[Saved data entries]

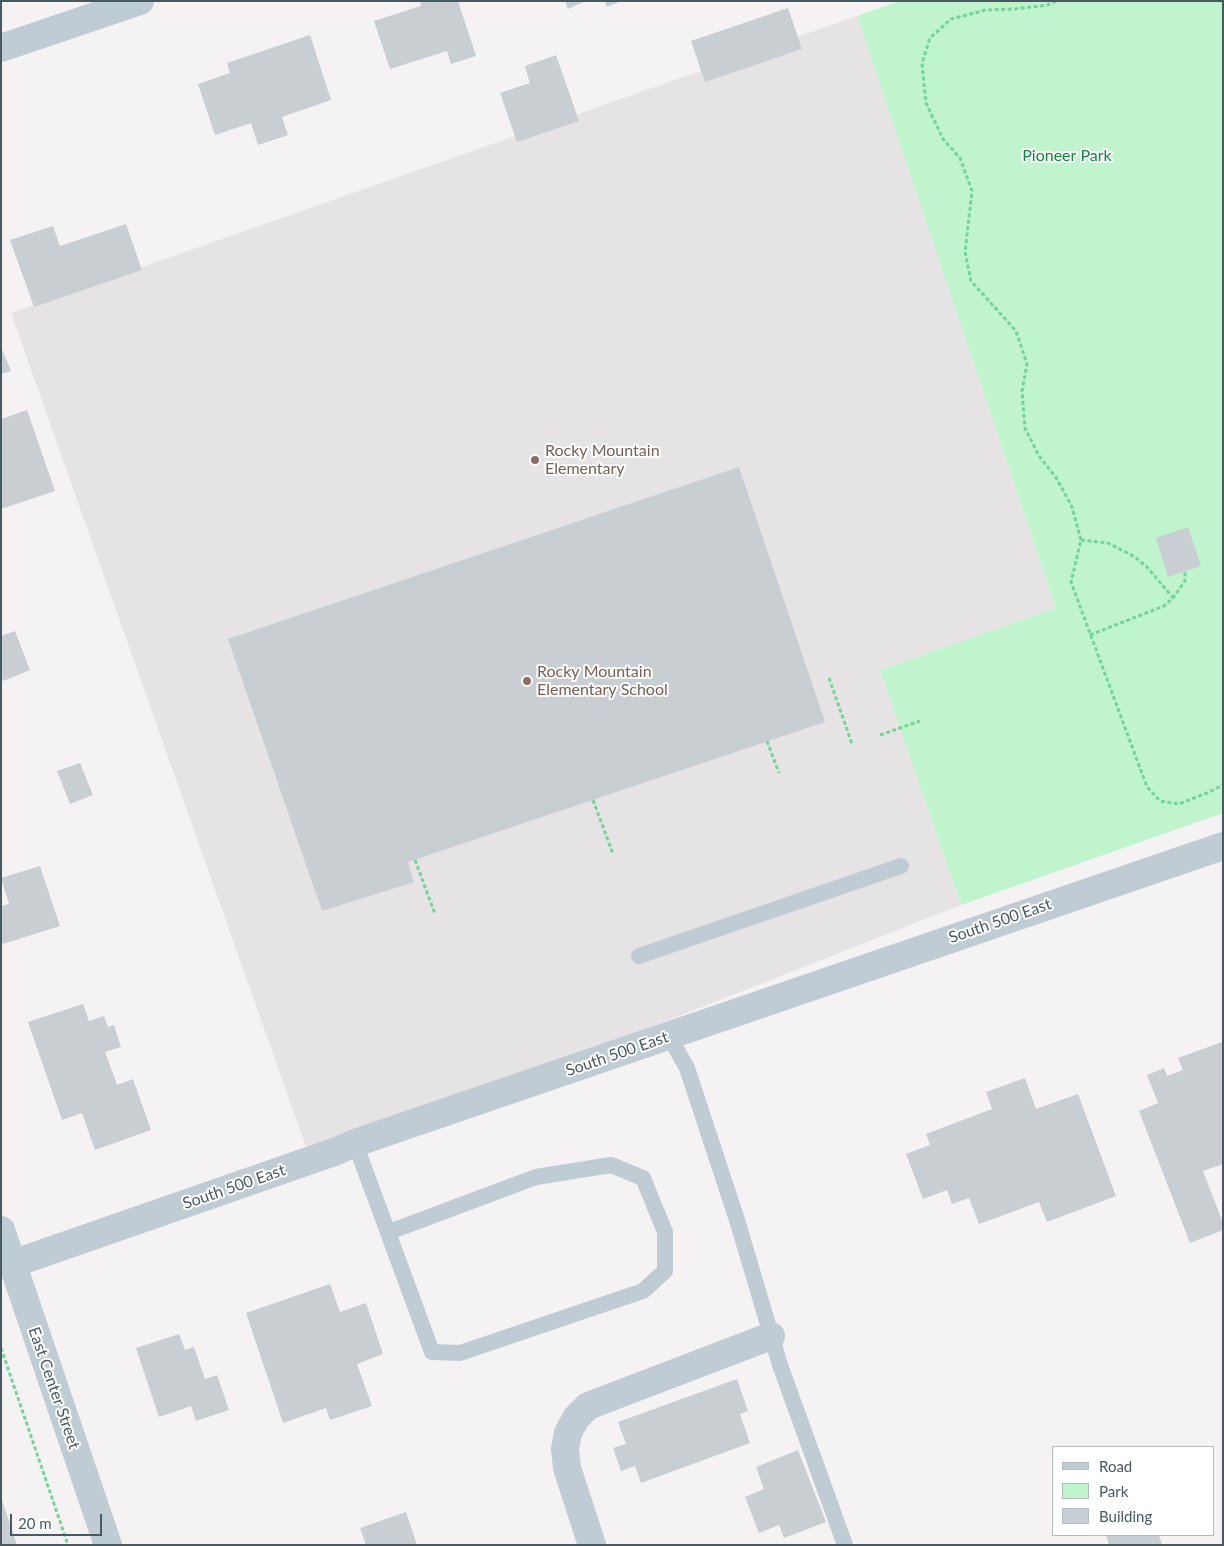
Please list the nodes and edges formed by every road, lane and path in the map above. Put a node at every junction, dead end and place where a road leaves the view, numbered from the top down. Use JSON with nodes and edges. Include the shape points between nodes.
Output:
{"nodes":[{"id":1,"x":140,"y":1,"type":"edge"},
{"id":2,"x":1056,"y":1,"type":"edge"},
{"id":3,"x":1,"y":48,"type":"edge"},
{"id":4,"x":1081,"y":540,"type":"junction"},
{"id":5,"x":1186,"y":571,"type":"dead end"},
{"id":6,"x":1173,"y":598,"type":"junction"},
{"id":7,"x":1090,"y":635,"type":"junction"},
{"id":8,"x":829,"y":678,"type":"dead end"},
{"id":9,"x":920,"y":721,"type":"dead end"},
{"id":10,"x":880,"y":735,"type":"dead end"},
{"id":11,"x":768,"y":741,"type":"dead end"},
{"id":12,"x":852,"y":744,"type":"dead end"},
{"id":13,"x":779,"y":773,"type":"dead end"},
{"id":14,"x":1223,"y":785,"type":"edge"},
{"id":15,"x":593,"y":800,"type":"dead end"},
{"id":16,"x":1223,"y":846,"type":"edge"},
{"id":17,"x":613,"y":854,"type":"dead end"},
{"id":18,"x":415,"y":860,"type":"dead end"},
{"id":19,"x":901,"y":866,"type":"dead end"},
{"id":20,"x":435,"y":914,"type":"dead end"},
{"id":21,"x":639,"y":956,"type":"dead end"},
{"id":22,"x":669,"y":1036,"type":"junction"},
{"id":23,"x":355,"y":1143,"type":"junction"},
{"id":24,"x":1,"y":1230,"type":"edge"},
{"id":25,"x":389,"y":1232,"type":"junction"},
{"id":26,"x":12,"y":1264,"type":"junction"},
{"id":27,"x":771,"y":1336,"type":"junction"},
{"id":28,"x":1,"y":1348,"type":"edge"},
{"id":29,"x":68,"y":1545,"type":"edge"},
{"id":30,"x":108,"y":1545,"type":"edge"},
{"id":31,"x":592,"y":1545,"type":"edge"},
{"id":32,"x":845,"y":1545,"type":"edge"}],
"edges":[{"from":1,"to":3,"type":"street"},
{"from":2,"to":4,"type":"path","via":[[1048,5],[986,10],[951,19],[930,38],[922,62],[926,103],[943,139],[960,158],[972,191],[965,252],[971,281],[1016,330],[1027,364],[1022,391],[1025,428],[1072,507]]},
{"from":4,"to":6,"type":"path","via":[[1108,543],[1134,557],[1148,568]]},
{"from":4,"to":7,"type":"path","via":[[1071,582]]},
{"from":5,"to":6,"type":"path","via":[[1185,580]]},
{"from":6,"to":7,"type":"path","via":[[1164,606]]},
{"from":7,"to":14,"type":"path","via":[[1147,787],[1160,801],[1179,804]]},
{"from":8,"to":12,"type":"path"},
{"from":9,"to":10,"type":"path"},
{"from":11,"to":13,"type":"path"},
{"from":15,"to":17,"type":"path"},
{"from":16,"to":22,"type":"street","name":"South 500 East"},
{"from":18,"to":20,"type":"path"},
{"from":19,"to":21,"type":"lane"},
{"from":22,"to":23,"type":"street","name":"South 500 East"},
{"from":22,"to":27,"type":"lane","via":[[686,1068],[737,1220]]},
{"from":23,"to":25,"type":"lane"},
{"from":23,"to":26,"type":"street","name":"South 500 East"},
{"from":24,"to":26,"type":"street","name":"East Center Street"},
{"from":25,"to":25,"type":"lane","via":[[536,1177],[611,1165],[644,1178],[665,1232],[665,1272],[643,1291],[460,1353],[432,1352]]},
{"from":26,"to":30,"type":"street","name":"East Center Street"},
{"from":27,"to":31,"type":"street","via":[[588,1406],[576,1418],[568,1433],[565,1449],[567,1468]]},
{"from":27,"to":32,"type":"lane"},
{"from":28,"to":29,"type":"path"}]}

#### [Problem description]
Exactly reproduce each entry, but drop the pictures.

#### [Answer to this problem]
Please list the nodes and edges formed by every road, lane and path in the map above. Put a node at every junction, dead end and place where a road leaves the view, numbered from the top down. Use JSON with nodes and edges. Include the shape points between nodes.
Output:
{"nodes":[{"id":1,"x":140,"y":1,"type":"edge"},
{"id":2,"x":1056,"y":1,"type":"edge"},
{"id":3,"x":1,"y":48,"type":"edge"},
{"id":4,"x":1081,"y":540,"type":"junction"},
{"id":5,"x":1186,"y":571,"type":"dead end"},
{"id":6,"x":1173,"y":598,"type":"junction"},
{"id":7,"x":1090,"y":635,"type":"junction"},
{"id":8,"x":829,"y":678,"type":"dead end"},
{"id":9,"x":920,"y":721,"type":"dead end"},
{"id":10,"x":880,"y":735,"type":"dead end"},
{"id":11,"x":768,"y":741,"type":"dead end"},
{"id":12,"x":852,"y":744,"type":"dead end"},
{"id":13,"x":779,"y":773,"type":"dead end"},
{"id":14,"x":1223,"y":785,"type":"edge"},
{"id":15,"x":593,"y":800,"type":"dead end"},
{"id":16,"x":1223,"y":846,"type":"edge"},
{"id":17,"x":613,"y":854,"type":"dead end"},
{"id":18,"x":415,"y":860,"type":"dead end"},
{"id":19,"x":901,"y":866,"type":"dead end"},
{"id":20,"x":435,"y":914,"type":"dead end"},
{"id":21,"x":639,"y":956,"type":"dead end"},
{"id":22,"x":669,"y":1036,"type":"junction"},
{"id":23,"x":355,"y":1143,"type":"junction"},
{"id":24,"x":1,"y":1230,"type":"edge"},
{"id":25,"x":389,"y":1232,"type":"junction"},
{"id":26,"x":12,"y":1264,"type":"junction"},
{"id":27,"x":771,"y":1336,"type":"junction"},
{"id":28,"x":1,"y":1348,"type":"edge"},
{"id":29,"x":68,"y":1545,"type":"edge"},
{"id":30,"x":108,"y":1545,"type":"edge"},
{"id":31,"x":592,"y":1545,"type":"edge"},
{"id":32,"x":845,"y":1545,"type":"edge"}],
"edges":[{"from":1,"to":3,"type":"street"},
{"from":2,"to":4,"type":"path","via":[[1048,5],[986,10],[951,19],[930,38],[922,62],[926,103],[943,139],[960,158],[972,191],[965,252],[971,281],[1016,330],[1027,364],[1022,391],[1025,428],[1072,507]]},
{"from":4,"to":6,"type":"path","via":[[1108,543],[1134,557],[1148,568]]},
{"from":4,"to":7,"type":"path","via":[[1071,582]]},
{"from":5,"to":6,"type":"path","via":[[1185,580]]},
{"from":6,"to":7,"type":"path","via":[[1164,606]]},
{"from":7,"to":14,"type":"path","via":[[1147,787],[1160,801],[1179,804]]},
{"from":8,"to":12,"type":"path"},
{"from":9,"to":10,"type":"path"},
{"from":11,"to":13,"type":"path"},
{"from":15,"to":17,"type":"path"},
{"from":16,"to":22,"type":"street","name":"South 500 East"},
{"from":18,"to":20,"type":"path"},
{"from":19,"to":21,"type":"lane"},
{"from":22,"to":23,"type":"street","name":"South 500 East"},
{"from":22,"to":27,"type":"lane","via":[[686,1068],[737,1220]]},
{"from":23,"to":25,"type":"lane"},
{"from":23,"to":26,"type":"street","name":"South 500 East"},
{"from":24,"to":26,"type":"street","name":"East Center Street"},
{"from":25,"to":25,"type":"lane","via":[[536,1177],[611,1165],[644,1178],[665,1232],[665,1272],[643,1291],[460,1353],[432,1352]]},
{"from":26,"to":30,"type":"street","name":"East Center Street"},
{"from":27,"to":31,"type":"street","via":[[588,1406],[576,1418],[568,1433],[565,1449],[567,1468]]},
{"from":27,"to":32,"type":"lane"},
{"from":28,"to":29,"type":"path"}]}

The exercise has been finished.